First of all: before getting into the issue here, let me just say that
this hurts me more than you (not to worry, there's no spanking for
anyone) . This because I am about to confess some misgivings I am having
with my favorite data format, JSON.
So, here I am: a fan of JSON as a data format. The problem is not that I
didn't like what JSON is and has. The problem is with things that it has
not. And I am almost ashamed to admit it but many of them are found in
-- GASP! -- xml. Yes, it is bit sacrilegous to admit this. But it is
true: while nothing that is in JSON is bad per se, there are things
omitted that should not be.
So here's my brief post-Festivus Airing of Grievances regarding JSON.
1. Comments are not really optional for a textual data format!
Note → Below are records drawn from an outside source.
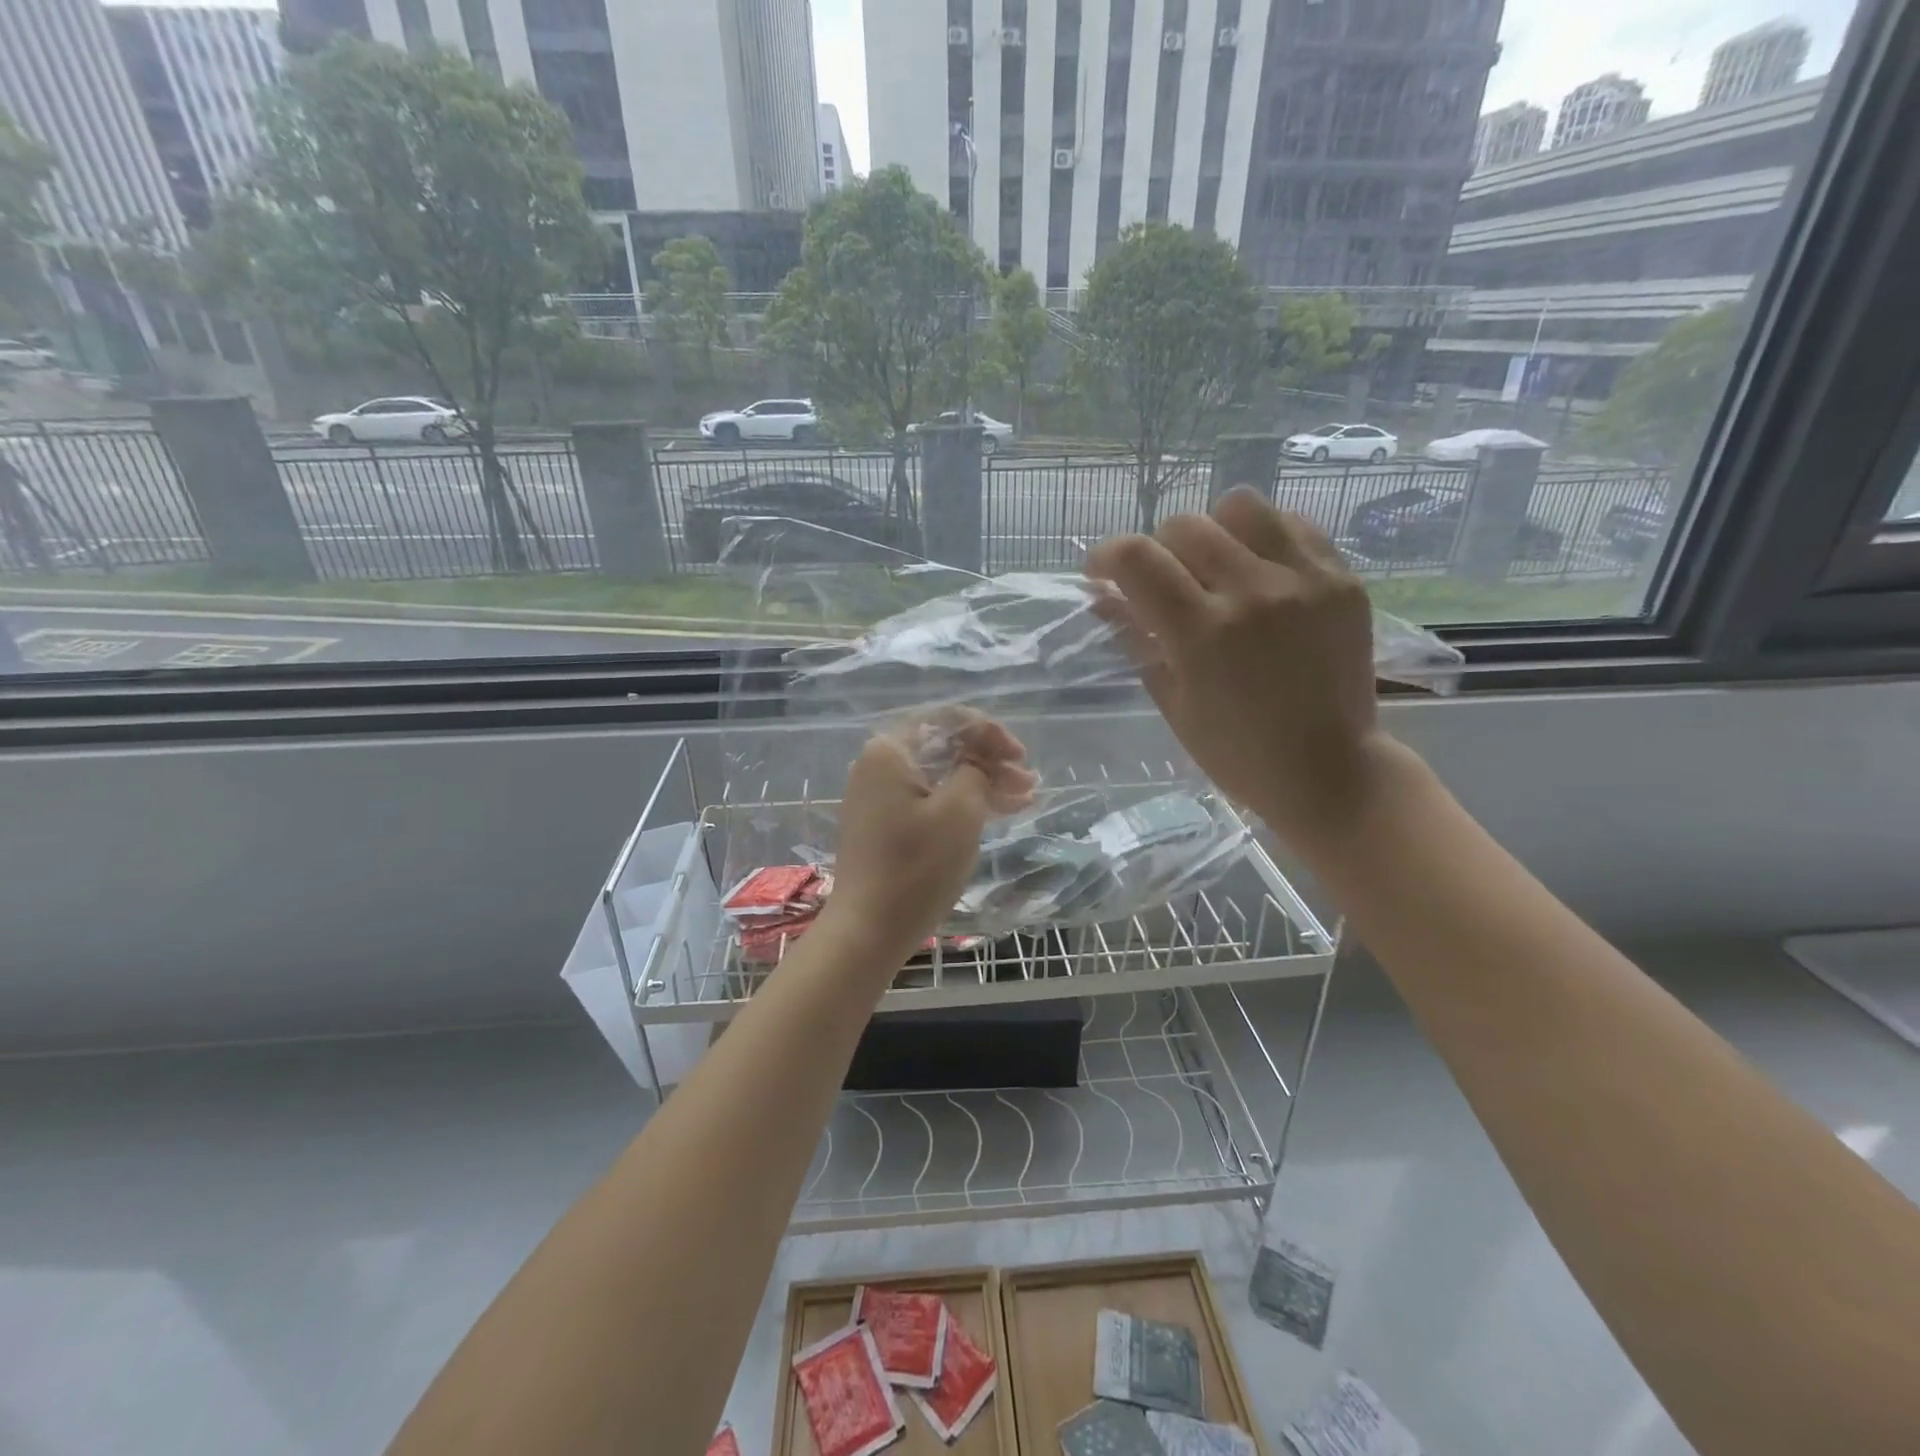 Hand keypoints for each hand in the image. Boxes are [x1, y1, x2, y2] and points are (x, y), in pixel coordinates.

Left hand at [823, 714, 1035, 962]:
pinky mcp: (884, 825)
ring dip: (982, 783)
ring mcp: (879, 797)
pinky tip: (996, 813)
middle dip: (990, 761)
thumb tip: (977, 762)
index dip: (989, 732)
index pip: (947, 720)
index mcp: (890, 751)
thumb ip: (976, 771)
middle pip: (944, 747)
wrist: (868, 930)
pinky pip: (929, 800)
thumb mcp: (960, 812)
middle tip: (1028, 782)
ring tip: (1023, 799)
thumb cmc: (916, 867)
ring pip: (940, 776)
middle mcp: (878, 765)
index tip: (1019, 757)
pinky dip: (962, 804)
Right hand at [1087, 487, 1388, 848]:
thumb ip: (1136, 640)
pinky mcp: (1342, 579)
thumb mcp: (1172, 701)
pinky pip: (1292, 525)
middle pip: (1184, 525)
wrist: (1328, 770)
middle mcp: (1253, 593)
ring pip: (1240, 506)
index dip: (1105, 556)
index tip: (1100, 572)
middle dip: (1156, 549)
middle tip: (1162, 582)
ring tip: (1215, 566)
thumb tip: (1105, 597)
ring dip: (1212, 531)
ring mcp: (1304, 580)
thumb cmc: (1235, 752)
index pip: (1136, 559)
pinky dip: (1263, 539)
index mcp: (1203, 634)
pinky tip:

Enough said. Every textual data format should have a way to embed
human-readable unstructured notes, injectable by humans as well as
systems transforming or generating content. I often use XML comments to
include information about time when a document was generated, or to
contain simple debug information. This is very handy, and harmless for
automated processing as it can (and should) just ignore such comments.
And for actual processing hints there are also XML processing
instructions to use, likewise ignorable by processors who don't care
about them.
JSON format almost had its comments, too: an earlier (pre-RFC) version
actually did include comments: C and C++ styles I think (i.e. ones that
Javascript uses).
Why they were removed is beyond me, and is in my opinion the biggest
mistake made in specification. Comments just should be available.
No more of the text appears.